Thread: Partial index creation always scans the entire table

Partial index creation always scans the entire table

From
MingJu Wu
Date:
Hello,

When creating partial indexes, can postgres utilize another index for figuring which rows should be included in the partial index, without performing a full table scan?

My scenario is that I have a table with 50M rows that are categorized into 10K categories. I need to create a partial index for each category. I have created a index on the category column, hoping that postgres can use this information when creating the partial indexes. However, postgres always performs full table scan.

I've tested with PostgreSQL 12.2. Below is an example setup showing the problem.

TEST1 shows that building a full index covering all rows takes 18 seconds.

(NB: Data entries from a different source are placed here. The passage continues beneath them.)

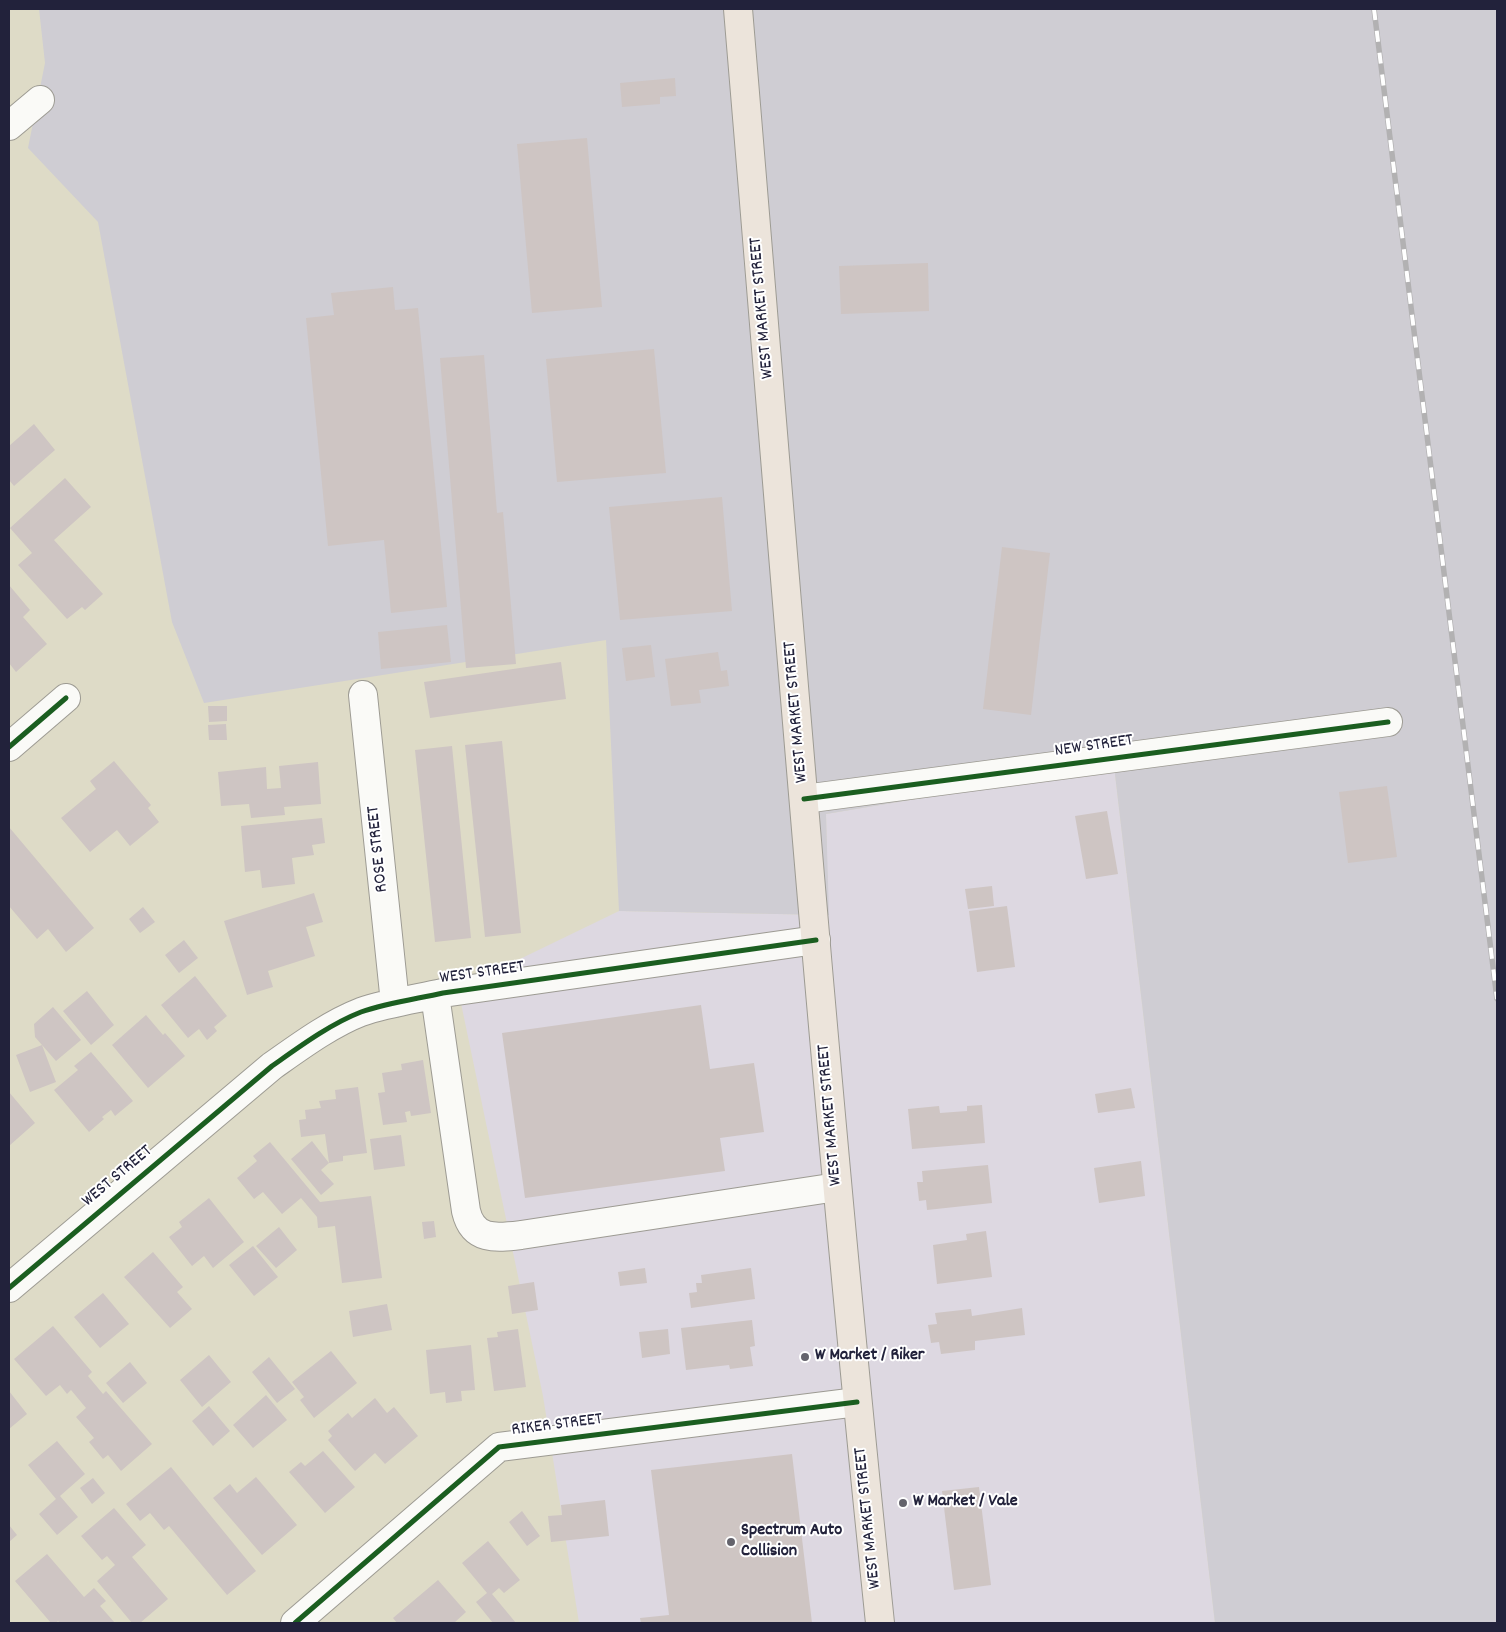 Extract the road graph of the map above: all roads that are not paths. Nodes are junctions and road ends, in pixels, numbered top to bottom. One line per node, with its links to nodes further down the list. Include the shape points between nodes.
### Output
1 (738, 9): 8 (main road, WEST MARKET STREET)
2 (40, 100): 3 (street)
3 (9, 126)
4 (363, 695): 11 (street, ROSE STREET)
5 (66, 698): 7 (street)
6 (1388, 722): 8 (street, NEW STREET)
7 (9, 747)
8 (804, 799): 9 (main road, WEST MARKET STREET)
9 (816, 940): 10 (street, WEST STREET); 12 (main road, WEST MARKET STREET)
10 (435, 995): 11 (street, WEST STREET); 12 (street, via 466,1211 480,1233 490,1237 521,1235)
11 (395, 1003): 13 (street, WEST STREET, via 352,1017 319,1034 272,1066)
12 (837, 1187): 14 (main road, WEST MARKET STREET)
13 (9, 1288)
14 (857, 1402): 15 (street, RIKER STREET, via 499,1447); 16 (main road, WEST MARKET STREET)
15 (294, 1623)
16 (880, 1623) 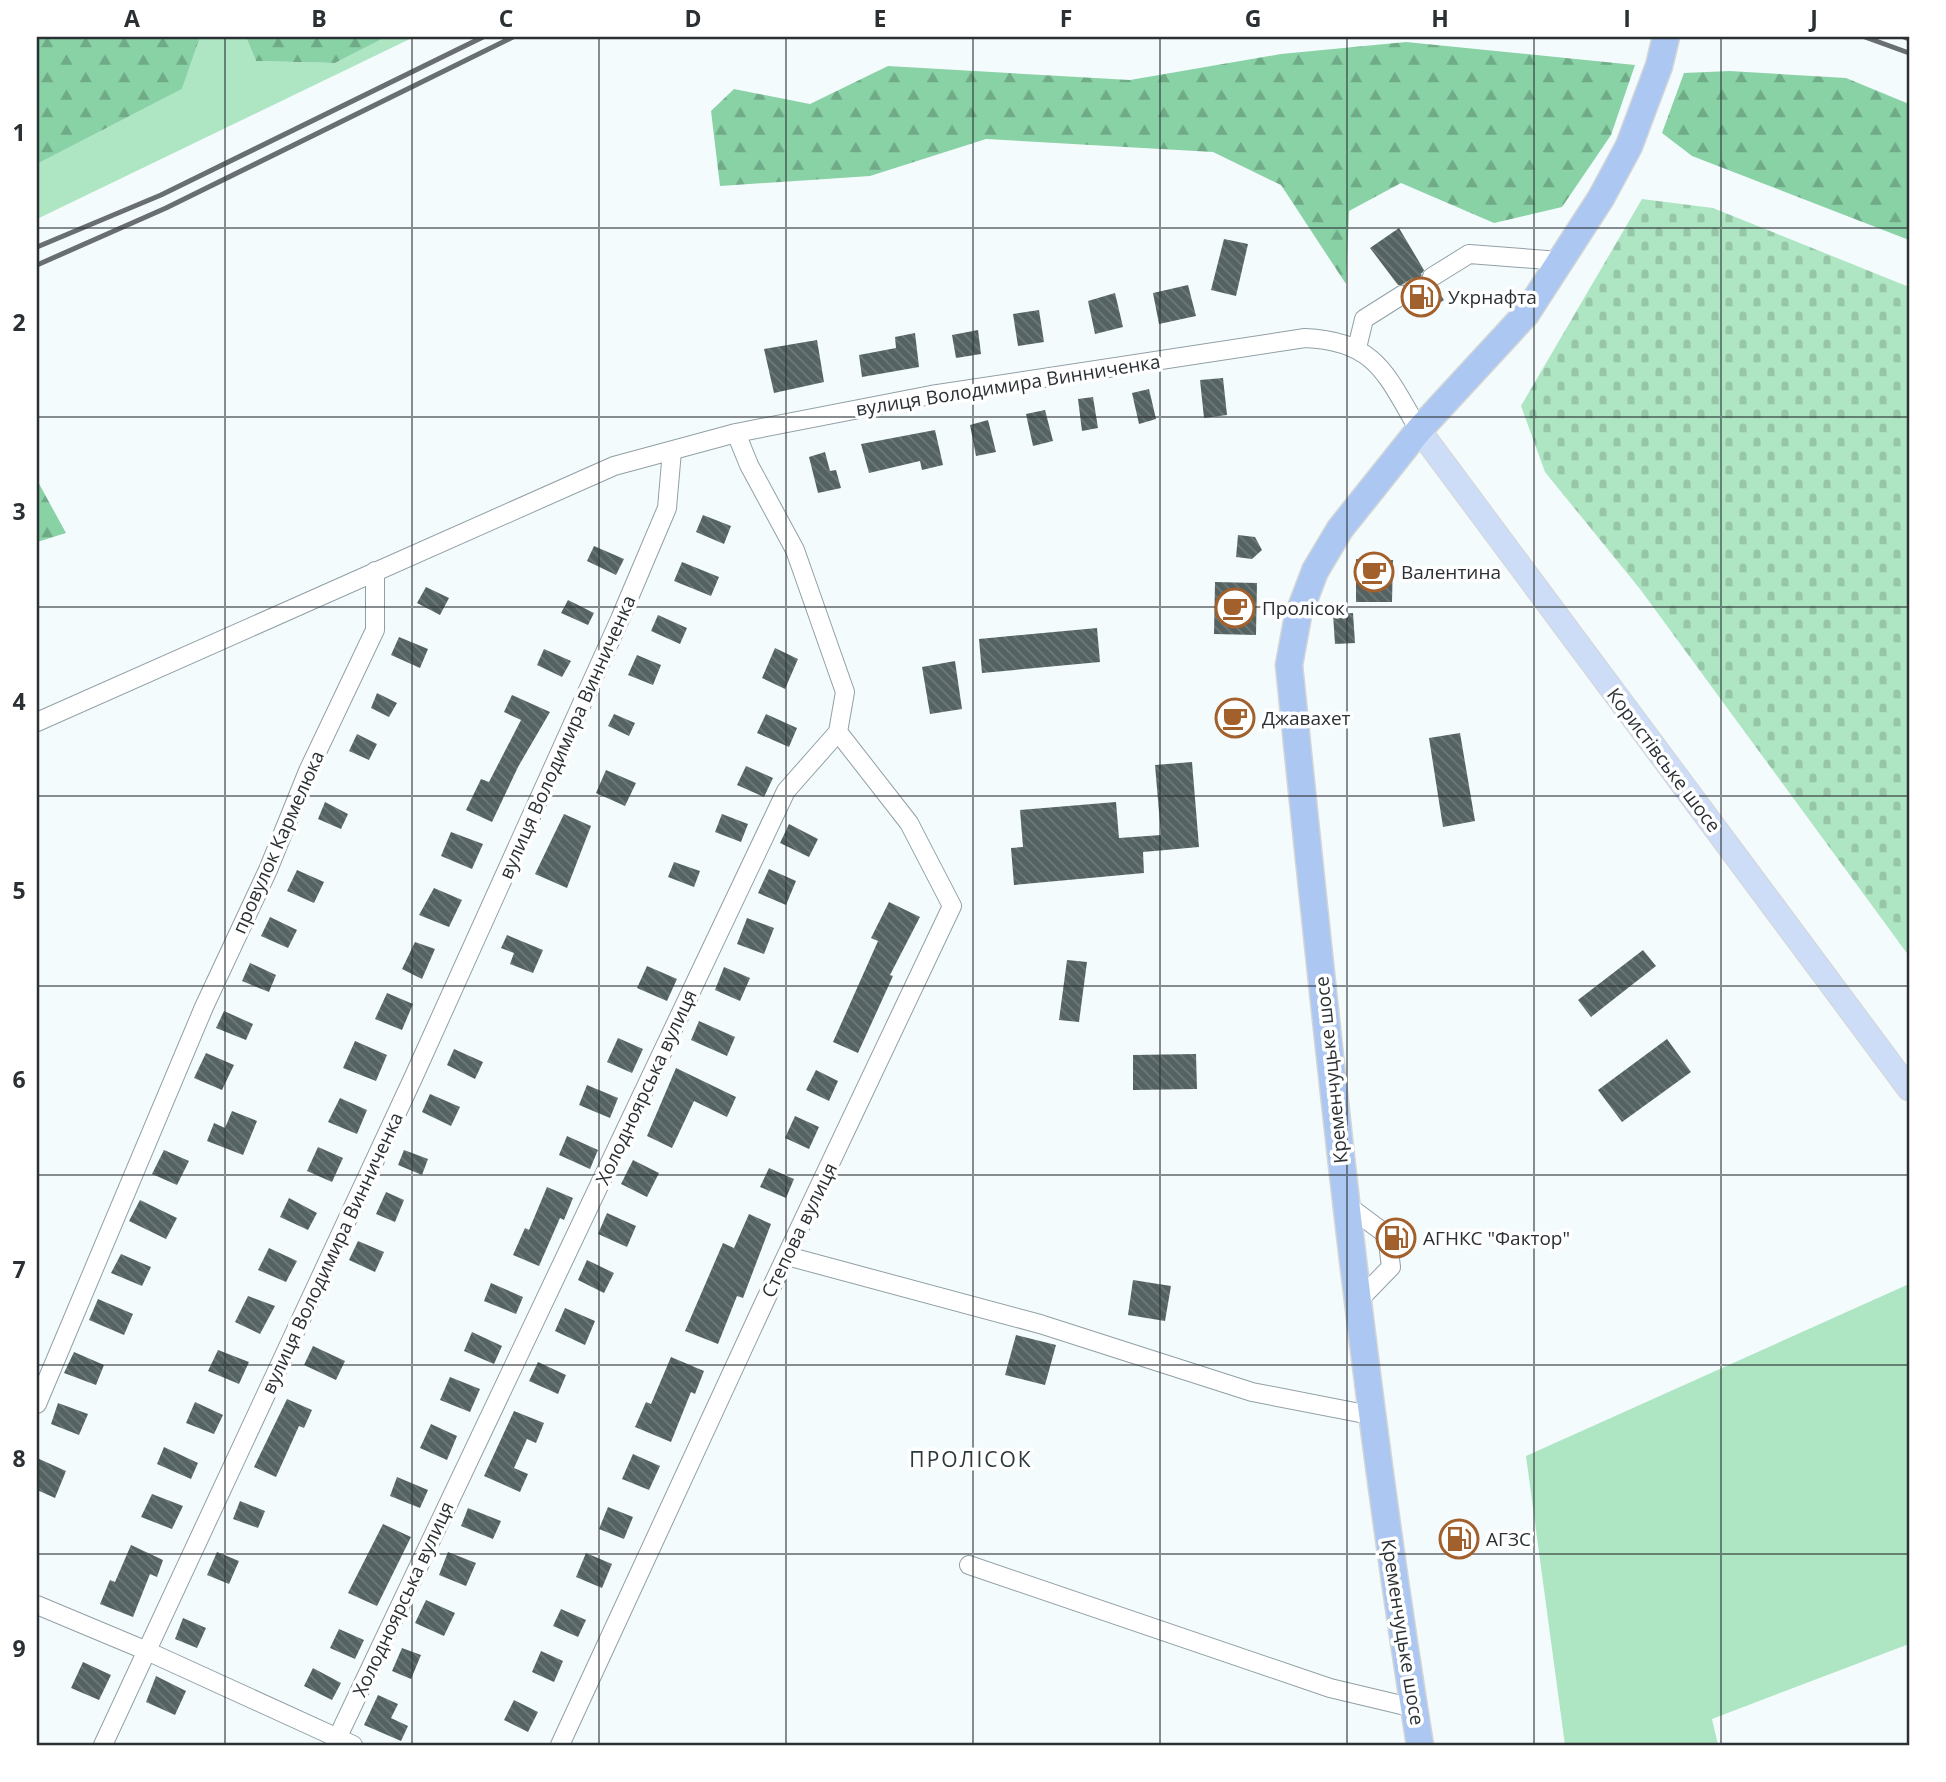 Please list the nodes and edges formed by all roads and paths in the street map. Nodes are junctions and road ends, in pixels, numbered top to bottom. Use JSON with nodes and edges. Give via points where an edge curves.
{"nodes":[{"id":1,"x":1666,"y":37,"type":"edge"},
{"id":2,"x":1560,"y":261,"type":"junction"},
{"id":3,"x":1432,"y":277,"type":"tunnel mouth"},
{"id":4,"x":1402,"y":295,"type":"tunnel mouth"},
{"id":5,"x":1357,"y":348,"type":"junction"},
{"id":6,"x":1419,"y":430,"type":"junction"},
{"id":7,"x":736,"y":433,"type":"junction"},
{"id":8,"x":671,"y":451,"type":"junction"},
{"id":9,"x":375,"y":571,"type":"junction"},
{"id":10,"x":37,"y":722,"type":"edge"},
{"id":11,"x":838,"y":732,"type":"junction"},
{"id":12,"x":1909,"y":1089,"type":"edge"},
{"id":13,"x":1344,"y":1203,"type":"junction"},
{"id":14,"x":788,"y":1256,"type":"junction"},
{"id":15,"x":1357,"y":1302,"type":"junction"},
{"id":16,"x":37,"y":1404,"type":"edge"},
{"id":17,"x":1370,"y":1415,"type":"junction"},
{"id":18,"x":969,"y":1565,"type":"dead end"},
{"id":19,"x":37,"y":1605,"type":"edge"},
{"id":20,"x":147,"y":1651,"type":"junction"},
{"id":21,"x":1414,"y":1708,"type":"junction"},
{"id":22,"x":341,"y":1743,"type":"edge"},
{"id":23,"x":103,"y":1745,"type":"edge"},
{"id":24,"x":560,"y":1745,"type":"edge"},
{"id":25,"x":1420,"y":1745,"type":"edge"}],
"edges":[{"from":1,"to":2,"type":"highway","name":"Кременчуцьке шосе","via":[[1629,146]]},
{"from":2,"to":3,"type":"street","via":[[1469,254]]},
{"from":2,"to":6,"type":"highway","name":"Кременчуцьке шосе","via":[[1526,314]]},
{"from":4,"to":5,"type":"street","via":[[1364,319]]},
{"from":5,"to":6,"type":"street","name":"вулиця Володимира Винниченка","via":[[1372,358]]},
{"from":5,"to":7,"type":"street","name":"вулиця Володимира Винниченка","via":[[1336,339],[1305,338],[931,395]]},
{"from":6,"to":12,"type":"main road","name":"Користівське шосе"},
{"from":6,"to":13,"type":"highway","name":"Кременчуцьке шосе","via":[[1340,529],[1315,571],[1298,616],[1289,664]]},
{"from":7,"to":8,"type":"street","name":"вулиця Володимира Винниченка"},
{"from":7,"to":11,"type":"street","via":[[795,550],[845,692]]},
{"from":8,"to":9,"type":"street","via":[[614,466]]},
{"from":8,"to":20,"type":"street","name":"вулиця Володимира Винниченка","via":[[667,508],[620,619]]},
{"from":9,"to":10,"type":"street"},
{"from":9,"to":16,"type":"street","name":"провулок Кармелюка","via":[[375,630],[204,1007]]},
{"from":11,"to":14,"type":"street","name":"Степова вулиця","via":[[909,823],[953,906]]},
{"from":11,"to":22,"type":"street","name":"Холодноярська вулиця","via":[[786,791]]},
{"from":13,"to":15,"type":"highway","name":"Кременчуцьке шосе"},
{"from":13,"to":15,"type":"street","via":[[1387,1235],[1390,1257],[1391,1267]]},
{"from":14,"to":17,"type":"street","via":[[1041,1324],[1252,1392]]},
{"from":14,"to":24,"type":"street","name":"Степова вулиця"},
{"from":15,"to":17,"type":"highway","name":"Кременчуцьке шосе"},
{"from":17,"to":21,"type":"highway","name":"Кременчуцьке шосе"},
{"from":18,"to":21,"type":"street","via":[[1330,1688]]},
{"from":19,"to":20,"type":"street"},
{"from":20,"to":22,"type":"street"},
{"from":20,"to":23,"type":"street","name":"вулиця Володимира Винниченка"},
{"from":21,"to":25,"type":"highway","name":"Кременчуцьке шосе"}]}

TEST2 shows that creating a partial index for one of the category1 (category1=1) takes 3 seconds. This means that for creating 10K partial indexes for each category, it will take over 8 hours. Compared to just 18 seconds in TEST1, it is much longer due to repeated full table scans.

TEST3 shows that even with another index (index_category2 created in SETUP) covering category2, creating a partial index for one of the category2 (category2=1) still takes 3 seconds. I think postgres is still doing a full table scan here.

My question is: can postgres utilize index_category2 is TEST3?

Thank you.

---------
-- SETUP
---------

CREATE TABLE test_data (
    id bigint PRIMARY KEY,
    category1 bigint,
    category2 bigint
);


INSERT INTO test_data(id, category1, category2)
SELECT id, category, category FROM (
    SELECT
        generate_series(1, 50000000) AS id,
        (random()*10000)::bigint AS category
) q;
--  Query returned successfully in 1 min 47 secs.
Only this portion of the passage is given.